Print the lines below word for word, beginning with the first and ending with the line that holds "x r add y moveto", and skip every picture.

[Data Boundary: Start]

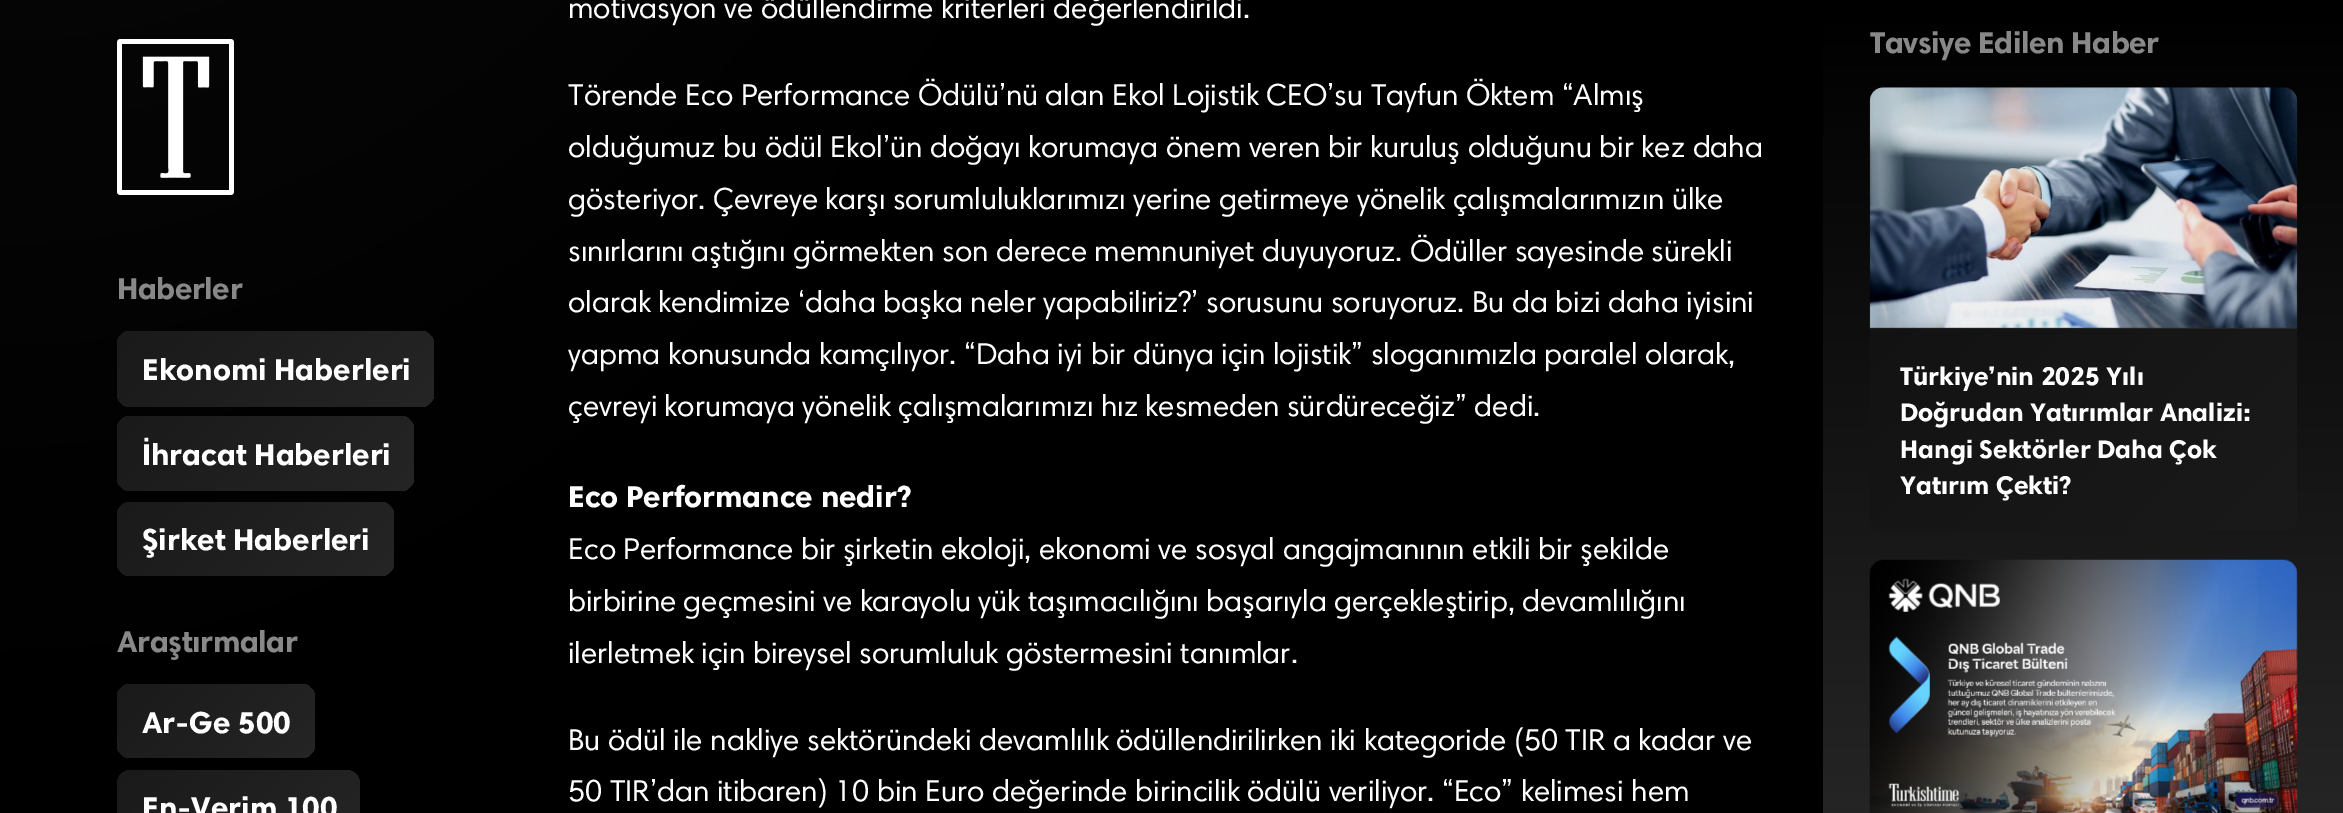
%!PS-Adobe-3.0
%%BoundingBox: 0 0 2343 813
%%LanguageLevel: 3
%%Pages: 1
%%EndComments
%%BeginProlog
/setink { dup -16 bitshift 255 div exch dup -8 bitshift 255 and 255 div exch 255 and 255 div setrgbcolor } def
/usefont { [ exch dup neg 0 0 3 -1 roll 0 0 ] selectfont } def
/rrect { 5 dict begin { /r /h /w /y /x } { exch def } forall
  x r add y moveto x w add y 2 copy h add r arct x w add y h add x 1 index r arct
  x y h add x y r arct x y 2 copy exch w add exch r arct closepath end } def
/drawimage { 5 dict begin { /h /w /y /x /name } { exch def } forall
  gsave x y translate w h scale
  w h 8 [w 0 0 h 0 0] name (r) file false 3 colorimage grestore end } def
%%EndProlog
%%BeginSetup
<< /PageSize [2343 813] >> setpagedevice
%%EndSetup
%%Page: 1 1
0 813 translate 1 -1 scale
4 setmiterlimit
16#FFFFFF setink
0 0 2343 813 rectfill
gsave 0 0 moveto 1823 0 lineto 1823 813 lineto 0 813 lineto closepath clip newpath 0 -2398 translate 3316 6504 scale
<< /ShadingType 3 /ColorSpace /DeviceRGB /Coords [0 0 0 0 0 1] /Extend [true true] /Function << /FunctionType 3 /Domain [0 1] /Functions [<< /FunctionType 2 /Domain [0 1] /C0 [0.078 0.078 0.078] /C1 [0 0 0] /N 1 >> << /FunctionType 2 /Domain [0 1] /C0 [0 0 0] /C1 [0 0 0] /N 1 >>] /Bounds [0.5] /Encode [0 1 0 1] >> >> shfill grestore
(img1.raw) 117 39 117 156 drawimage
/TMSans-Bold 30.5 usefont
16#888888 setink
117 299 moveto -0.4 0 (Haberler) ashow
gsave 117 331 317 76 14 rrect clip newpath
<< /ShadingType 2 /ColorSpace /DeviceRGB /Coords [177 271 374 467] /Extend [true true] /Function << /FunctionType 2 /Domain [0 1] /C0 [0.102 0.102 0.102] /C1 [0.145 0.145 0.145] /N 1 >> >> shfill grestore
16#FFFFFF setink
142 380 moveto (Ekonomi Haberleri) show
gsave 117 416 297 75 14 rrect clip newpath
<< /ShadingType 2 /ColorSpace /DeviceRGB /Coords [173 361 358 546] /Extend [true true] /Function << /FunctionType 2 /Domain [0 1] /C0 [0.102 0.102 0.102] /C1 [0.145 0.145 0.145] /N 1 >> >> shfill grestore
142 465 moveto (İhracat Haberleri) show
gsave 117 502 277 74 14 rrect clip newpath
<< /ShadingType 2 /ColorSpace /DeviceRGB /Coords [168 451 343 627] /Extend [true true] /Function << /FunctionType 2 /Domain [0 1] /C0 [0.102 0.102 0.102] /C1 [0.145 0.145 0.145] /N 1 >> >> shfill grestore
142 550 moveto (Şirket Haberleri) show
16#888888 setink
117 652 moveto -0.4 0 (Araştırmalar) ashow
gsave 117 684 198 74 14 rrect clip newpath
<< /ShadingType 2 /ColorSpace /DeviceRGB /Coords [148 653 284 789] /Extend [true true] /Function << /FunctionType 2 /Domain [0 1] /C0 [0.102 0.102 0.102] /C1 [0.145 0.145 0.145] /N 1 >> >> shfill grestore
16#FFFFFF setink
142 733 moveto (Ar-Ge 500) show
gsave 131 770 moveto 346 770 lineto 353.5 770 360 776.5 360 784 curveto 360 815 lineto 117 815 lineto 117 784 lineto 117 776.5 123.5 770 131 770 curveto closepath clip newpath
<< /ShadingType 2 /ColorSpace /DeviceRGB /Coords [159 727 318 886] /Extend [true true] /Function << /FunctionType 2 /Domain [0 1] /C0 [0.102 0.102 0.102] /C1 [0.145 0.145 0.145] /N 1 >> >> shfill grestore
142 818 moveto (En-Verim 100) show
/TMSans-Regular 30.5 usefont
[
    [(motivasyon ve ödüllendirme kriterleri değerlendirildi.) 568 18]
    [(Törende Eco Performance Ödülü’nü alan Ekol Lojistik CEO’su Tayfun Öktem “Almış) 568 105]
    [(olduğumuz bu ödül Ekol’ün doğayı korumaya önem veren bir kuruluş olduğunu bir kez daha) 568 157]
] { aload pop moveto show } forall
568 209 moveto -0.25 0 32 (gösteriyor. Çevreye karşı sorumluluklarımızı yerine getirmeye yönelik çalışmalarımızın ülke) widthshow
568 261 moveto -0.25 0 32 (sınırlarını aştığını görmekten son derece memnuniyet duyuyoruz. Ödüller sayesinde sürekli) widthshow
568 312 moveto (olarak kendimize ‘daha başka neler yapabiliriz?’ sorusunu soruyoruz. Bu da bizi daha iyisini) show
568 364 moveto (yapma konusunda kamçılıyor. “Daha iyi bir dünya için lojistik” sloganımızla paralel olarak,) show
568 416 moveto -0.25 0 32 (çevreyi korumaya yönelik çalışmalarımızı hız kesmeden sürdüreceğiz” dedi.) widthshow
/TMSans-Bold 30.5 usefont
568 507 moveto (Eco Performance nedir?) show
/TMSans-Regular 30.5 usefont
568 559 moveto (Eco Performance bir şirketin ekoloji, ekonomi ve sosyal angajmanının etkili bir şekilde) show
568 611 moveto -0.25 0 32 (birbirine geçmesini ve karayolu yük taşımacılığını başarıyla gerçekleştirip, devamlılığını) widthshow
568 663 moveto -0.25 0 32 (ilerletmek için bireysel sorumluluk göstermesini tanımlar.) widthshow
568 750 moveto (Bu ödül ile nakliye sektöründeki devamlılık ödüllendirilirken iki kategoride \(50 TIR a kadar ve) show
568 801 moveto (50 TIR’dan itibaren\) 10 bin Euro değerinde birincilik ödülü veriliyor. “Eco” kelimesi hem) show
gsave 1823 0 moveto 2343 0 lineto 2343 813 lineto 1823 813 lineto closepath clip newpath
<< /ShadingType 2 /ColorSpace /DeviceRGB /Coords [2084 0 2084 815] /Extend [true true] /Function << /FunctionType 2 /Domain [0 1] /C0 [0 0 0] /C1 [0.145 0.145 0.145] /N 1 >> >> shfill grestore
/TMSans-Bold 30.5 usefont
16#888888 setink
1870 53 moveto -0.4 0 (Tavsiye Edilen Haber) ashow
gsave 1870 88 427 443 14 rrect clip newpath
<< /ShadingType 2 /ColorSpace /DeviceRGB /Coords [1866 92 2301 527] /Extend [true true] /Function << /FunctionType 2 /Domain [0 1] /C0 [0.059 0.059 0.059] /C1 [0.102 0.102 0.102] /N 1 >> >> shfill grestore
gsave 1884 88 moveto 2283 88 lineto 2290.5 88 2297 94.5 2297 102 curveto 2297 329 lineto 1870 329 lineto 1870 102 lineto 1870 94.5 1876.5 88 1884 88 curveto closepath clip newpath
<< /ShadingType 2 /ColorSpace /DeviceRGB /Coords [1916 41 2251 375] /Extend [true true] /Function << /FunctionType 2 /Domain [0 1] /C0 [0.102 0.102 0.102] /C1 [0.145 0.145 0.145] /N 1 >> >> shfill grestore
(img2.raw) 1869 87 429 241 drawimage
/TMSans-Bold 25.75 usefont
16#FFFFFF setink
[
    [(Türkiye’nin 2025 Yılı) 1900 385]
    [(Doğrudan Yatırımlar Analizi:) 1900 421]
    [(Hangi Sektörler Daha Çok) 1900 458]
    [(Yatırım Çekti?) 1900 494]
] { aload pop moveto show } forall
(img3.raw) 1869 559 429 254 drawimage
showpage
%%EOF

[Data Boundary: End]

*Response to the task*:
%!PS-Adobe-3.0
%%BoundingBox: 0 0 2343 813
%%LanguageLevel: 3
%%Pages: 1
%%EndComments
%%BeginProlog
/setink { dup -16 bitshift 255 div exch dup -8 bitshift 255 and 255 div exch 255 and 255 div setrgbcolor } def
/usefont { [ exch dup neg 0 0 3 -1 roll 0 0 ] selectfont } def
/rrect { 5 dict begin { /r /h /w /y /x } { exch def } forall
  x r add y moveto x w add y 2 copy h add r arct x w add y h add x 1 index r arct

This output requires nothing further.